= Records for this exercise =
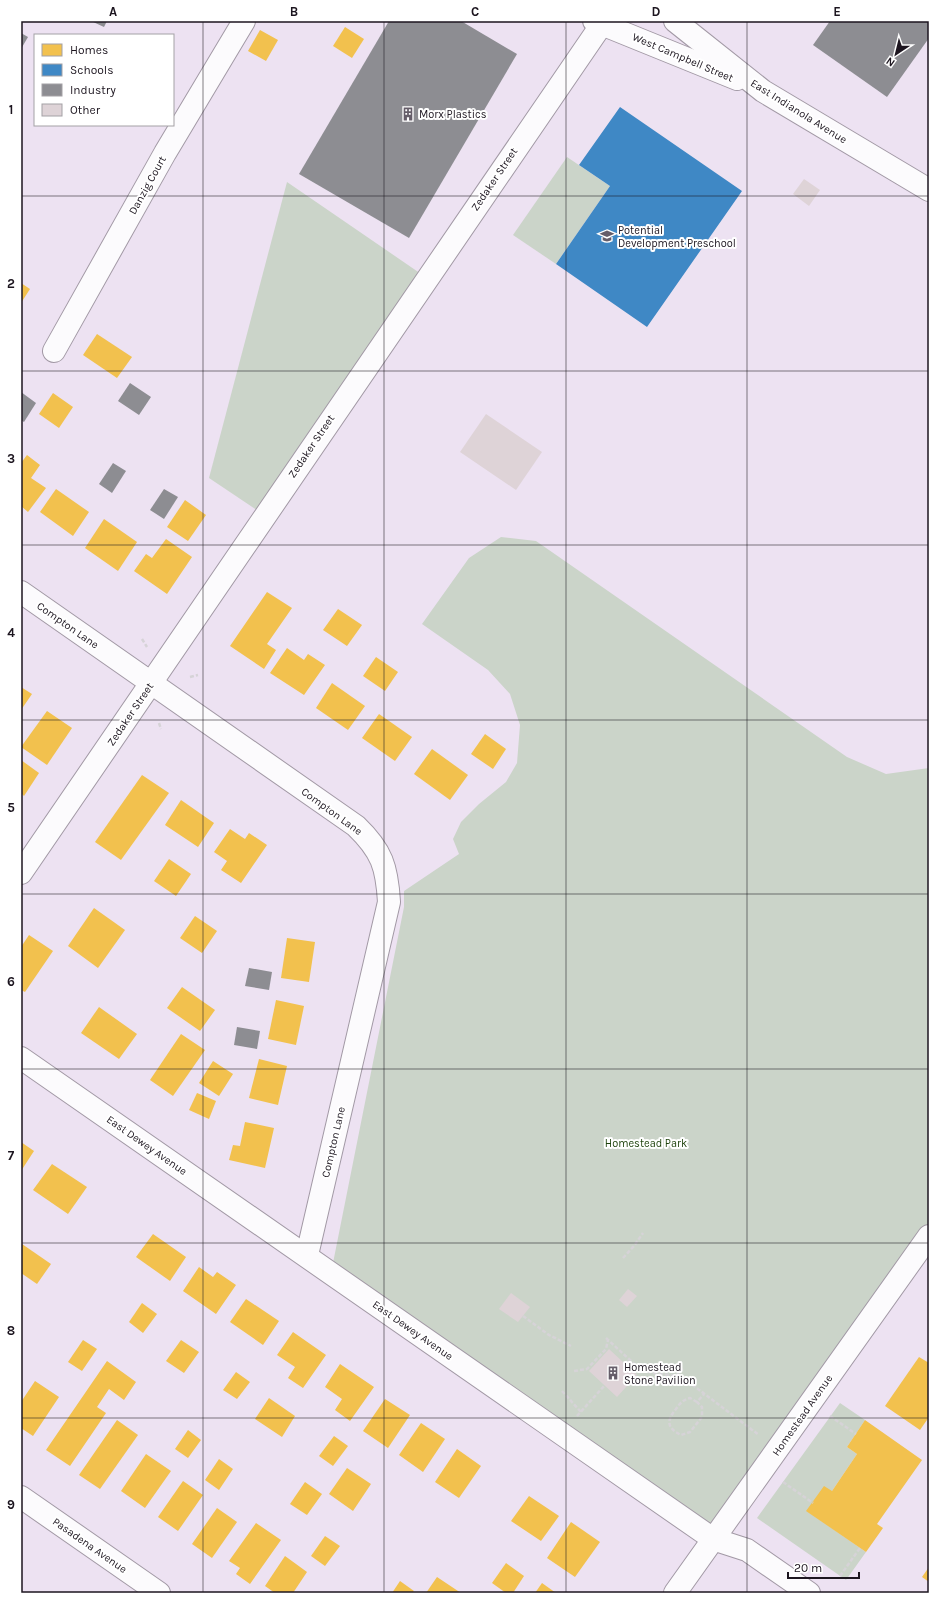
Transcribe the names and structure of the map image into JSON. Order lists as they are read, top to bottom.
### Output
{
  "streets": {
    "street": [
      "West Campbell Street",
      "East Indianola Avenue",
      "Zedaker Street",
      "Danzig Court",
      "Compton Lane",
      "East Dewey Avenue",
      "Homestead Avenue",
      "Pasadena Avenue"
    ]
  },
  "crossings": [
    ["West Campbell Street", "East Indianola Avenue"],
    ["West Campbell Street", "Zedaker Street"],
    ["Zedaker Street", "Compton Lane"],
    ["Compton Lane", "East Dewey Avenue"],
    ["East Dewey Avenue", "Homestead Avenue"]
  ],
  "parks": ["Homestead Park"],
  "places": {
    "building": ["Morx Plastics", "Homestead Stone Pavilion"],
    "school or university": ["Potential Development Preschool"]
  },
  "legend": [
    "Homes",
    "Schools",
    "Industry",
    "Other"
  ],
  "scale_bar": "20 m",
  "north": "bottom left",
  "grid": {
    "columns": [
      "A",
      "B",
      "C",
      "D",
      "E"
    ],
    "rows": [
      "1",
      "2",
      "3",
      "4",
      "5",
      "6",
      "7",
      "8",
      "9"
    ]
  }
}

==

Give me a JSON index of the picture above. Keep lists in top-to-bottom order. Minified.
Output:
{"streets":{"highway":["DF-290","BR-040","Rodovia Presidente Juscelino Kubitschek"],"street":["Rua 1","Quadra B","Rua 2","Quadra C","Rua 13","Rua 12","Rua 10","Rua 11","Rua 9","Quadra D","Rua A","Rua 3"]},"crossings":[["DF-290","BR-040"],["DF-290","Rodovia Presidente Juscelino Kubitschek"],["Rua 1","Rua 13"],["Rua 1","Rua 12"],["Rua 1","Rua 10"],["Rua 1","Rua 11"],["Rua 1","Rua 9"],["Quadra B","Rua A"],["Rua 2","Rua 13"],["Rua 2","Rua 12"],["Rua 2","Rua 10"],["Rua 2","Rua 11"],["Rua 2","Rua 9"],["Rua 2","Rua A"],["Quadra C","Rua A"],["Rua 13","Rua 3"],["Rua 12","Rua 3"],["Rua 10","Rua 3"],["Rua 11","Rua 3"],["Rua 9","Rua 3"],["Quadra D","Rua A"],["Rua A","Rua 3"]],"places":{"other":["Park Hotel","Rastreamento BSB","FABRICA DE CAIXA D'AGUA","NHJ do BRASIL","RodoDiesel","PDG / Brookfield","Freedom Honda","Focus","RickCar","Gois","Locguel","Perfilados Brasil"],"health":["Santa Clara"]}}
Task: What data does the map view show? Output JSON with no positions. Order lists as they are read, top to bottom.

--

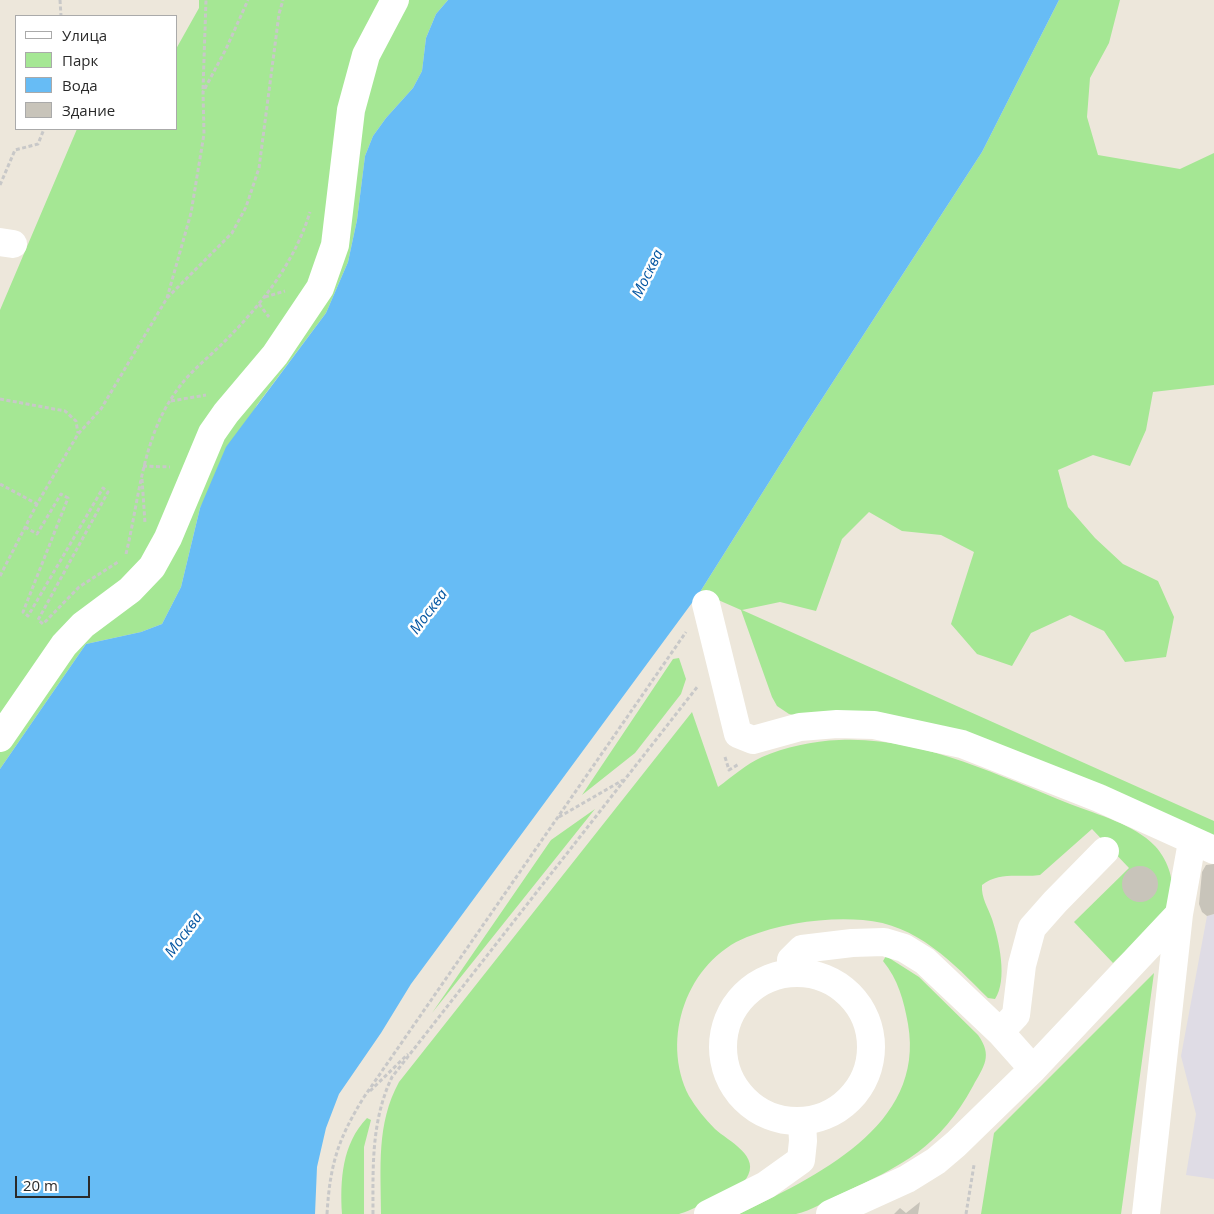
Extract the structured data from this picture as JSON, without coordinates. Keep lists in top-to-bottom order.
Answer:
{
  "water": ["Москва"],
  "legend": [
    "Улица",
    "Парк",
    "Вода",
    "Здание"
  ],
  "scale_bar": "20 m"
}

= Task to complete =
Print exactly the lines above from the one with "Give me a JSON" to the one with "Task: What data", including both.

= Task output =
Give me a JSON index of the picture above. Keep lists in top-to-bottom order. Minified.
Output:
{"streets":{"highway":["DF-290","BR-040","Rodovia Presidente Juscelino Kubitschek"],"street":["Rua 1","Quadra B","Rua 2","Quadra C","Rua 13","Rua 12","Rua 10","Rua 11","Rua 9","Quadra D","Rua A","Rua 3"]},"crossings":[["DF-290","BR-040"],["DF-290","Rodovia Presidente Juscelino Kubitschek"],["Rua 1","Rua 13"],["Rua 1","Rua 12"],["Rua 1","Rua 10"],["Rua 1","Rua 11"],["Rua 1","Rua 9"],["Quadra B","Rua A"],["Rua 2","Rua 13"],["Rua 2","Rua 12"],["Rua 2","Rua 10"],["Rua 2","Rua 11"],["Rua 2","Rua 9"],["Rua 2","Rua A"],["Quadra C","Rua A"],["Rua 13","Rua 3"],["Rua 12","Rua 3"],["Rua 10","Rua 3"],["Rua 11","Rua 3"],["Rua 9","Rua 3"],["Quadra D","Rua A"],["Rua A","Rua 3"]],"places":{"other":["Park Hotel","Rastreamento BSB","FABRICA DE CAIXA D'AGUA","NHJ do BRASIL","RodoDiesel","PDG / Brookfield","Freedom Honda","Focus","RickCar","Gois","Locguel","Perfilados Brasil"],"health":["Santa Clara"]}}
Task: What data does the map view show? Output JSON with no positions. Order lists as they are read, top to bottom.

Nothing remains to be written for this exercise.